Landed on Different Soil, Maria Sanchez, All Rights Reserved 2025
From the outside, the synthetic and the organic may seem different, but they both come from the same source, just like every sentient being is perpetually influenced by external factors. Some of the contorted entities of my work embody this condition: hybrid forms stretched between organic matter and artificial systems, suspended between selfhood and dissolution.
Transmutation, Maria Sanchez, All rights reserved, 2025
You’ve shown work across Europe, Asia, and the US. Has working in such different cultural contexts influenced your visual or conceptual approach?
Without a doubt, many places and people have had a strong influence on me. Each experience has shaped how I approach my art and emphasized why I do it.

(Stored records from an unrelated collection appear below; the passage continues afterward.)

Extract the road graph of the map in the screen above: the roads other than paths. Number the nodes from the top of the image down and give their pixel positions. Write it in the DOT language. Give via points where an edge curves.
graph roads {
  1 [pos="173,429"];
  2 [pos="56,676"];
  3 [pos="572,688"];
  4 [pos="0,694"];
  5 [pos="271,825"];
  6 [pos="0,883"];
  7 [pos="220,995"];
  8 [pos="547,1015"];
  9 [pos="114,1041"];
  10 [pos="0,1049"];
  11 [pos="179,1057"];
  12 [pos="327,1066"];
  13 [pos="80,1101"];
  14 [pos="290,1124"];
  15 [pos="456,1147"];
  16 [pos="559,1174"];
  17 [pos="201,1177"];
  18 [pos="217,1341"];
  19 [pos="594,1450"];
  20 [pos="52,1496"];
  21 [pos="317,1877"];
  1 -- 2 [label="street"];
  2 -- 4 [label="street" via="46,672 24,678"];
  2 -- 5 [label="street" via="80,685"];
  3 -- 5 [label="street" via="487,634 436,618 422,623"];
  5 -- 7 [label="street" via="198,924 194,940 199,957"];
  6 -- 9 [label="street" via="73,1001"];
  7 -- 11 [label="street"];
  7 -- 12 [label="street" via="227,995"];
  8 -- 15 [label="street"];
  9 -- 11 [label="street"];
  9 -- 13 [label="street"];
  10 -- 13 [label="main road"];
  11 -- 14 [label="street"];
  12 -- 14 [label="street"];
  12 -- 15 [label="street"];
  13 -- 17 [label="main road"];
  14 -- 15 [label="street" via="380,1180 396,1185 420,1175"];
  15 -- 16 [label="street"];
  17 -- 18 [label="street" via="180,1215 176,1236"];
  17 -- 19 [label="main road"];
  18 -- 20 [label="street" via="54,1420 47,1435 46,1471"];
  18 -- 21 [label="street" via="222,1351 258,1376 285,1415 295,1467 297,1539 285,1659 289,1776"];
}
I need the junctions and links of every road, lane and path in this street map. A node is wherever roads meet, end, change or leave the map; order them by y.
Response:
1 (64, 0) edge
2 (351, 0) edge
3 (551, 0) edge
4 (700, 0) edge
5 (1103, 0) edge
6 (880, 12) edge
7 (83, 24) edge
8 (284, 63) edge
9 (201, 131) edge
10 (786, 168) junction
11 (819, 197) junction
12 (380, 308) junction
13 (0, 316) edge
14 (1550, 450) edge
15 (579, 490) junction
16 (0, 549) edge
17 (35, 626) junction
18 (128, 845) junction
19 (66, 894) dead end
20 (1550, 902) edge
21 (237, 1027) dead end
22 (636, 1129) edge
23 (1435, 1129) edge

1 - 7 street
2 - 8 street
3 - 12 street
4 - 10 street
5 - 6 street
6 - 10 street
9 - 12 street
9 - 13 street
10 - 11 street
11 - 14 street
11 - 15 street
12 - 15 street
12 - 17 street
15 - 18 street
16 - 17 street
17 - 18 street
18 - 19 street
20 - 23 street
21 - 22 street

Many people have indirectly contributed to the expansion of the language that I am still developing. There are countless sources of inspiration, from cinema to literature. I’d say that the most notable have been the works of Gurdjieff, Jung, Blavatsky, and Krishnamurti, who continue to guide me in my exploration through the visual arts.
Where Other Suns Shine, Maria Sanchez, All Rights Reserved, 2025
Collaboration seems to play a role in your practice, from exhibitions to your work with the WildAid Foundation. What was that experience like — translating activism into art?
I believe that every person has a responsibility to contribute their abilities to the benefit of others. At that time, I was the co-founder of an artistic activation called CIGLART. We had the opportunity to collaborate with the foundation by creating original artworks that reflected the main message, the mistreatment and trafficking of ivory from elephants around the world.
In the upcoming years, I plan to continue collaborating with various partners to advance causes that are important to me and raise awareness about them through art.
The Bodies They Have Stolen, Maria Sanchez, All rights reserved, 2025
DNA, Maria Sanchez, All rights reserved, 2025
As someone exploring technology alongside mysticism, how do you personally reconcile those two seemingly opposite realms?
I think that certain practices around mysticism serve the same purpose as technology, which is designed to help and simplify our lives. One example is meditation, which trains our minds to think clearly and remove self- and societal concepts, ultimately allowing us to be in a state of pure awareness and presence. The way we use these practices will greatly affect our quality of life, for better or for worse.
In the realms I create, most beings are technology itself. They have reached a level where they can assist with certain tasks and move seamlessly through spaces (mental or physical) because they have integrated the duality that is a defining characteristic of humans.
Ninmah, Original Art by Maria Sanchez, All Rights Reserved
Finally, what ideas or questions are you currently exploring in the studio — what’s been keeping you curious lately?
I’m currently working on a new series that will be released at the beginning of next year. I have been immersing myself in poetry and literature, and I have been revisiting the works of old masters such as Sorolla and Rembrandt, who are a main source of inspiration for this upcoming work. I’m exploring science throughout history and the endless human capacity to excel in areas of passion. I'm fascinated by how that intensity without greed can propel us to amazing, more harmonious places.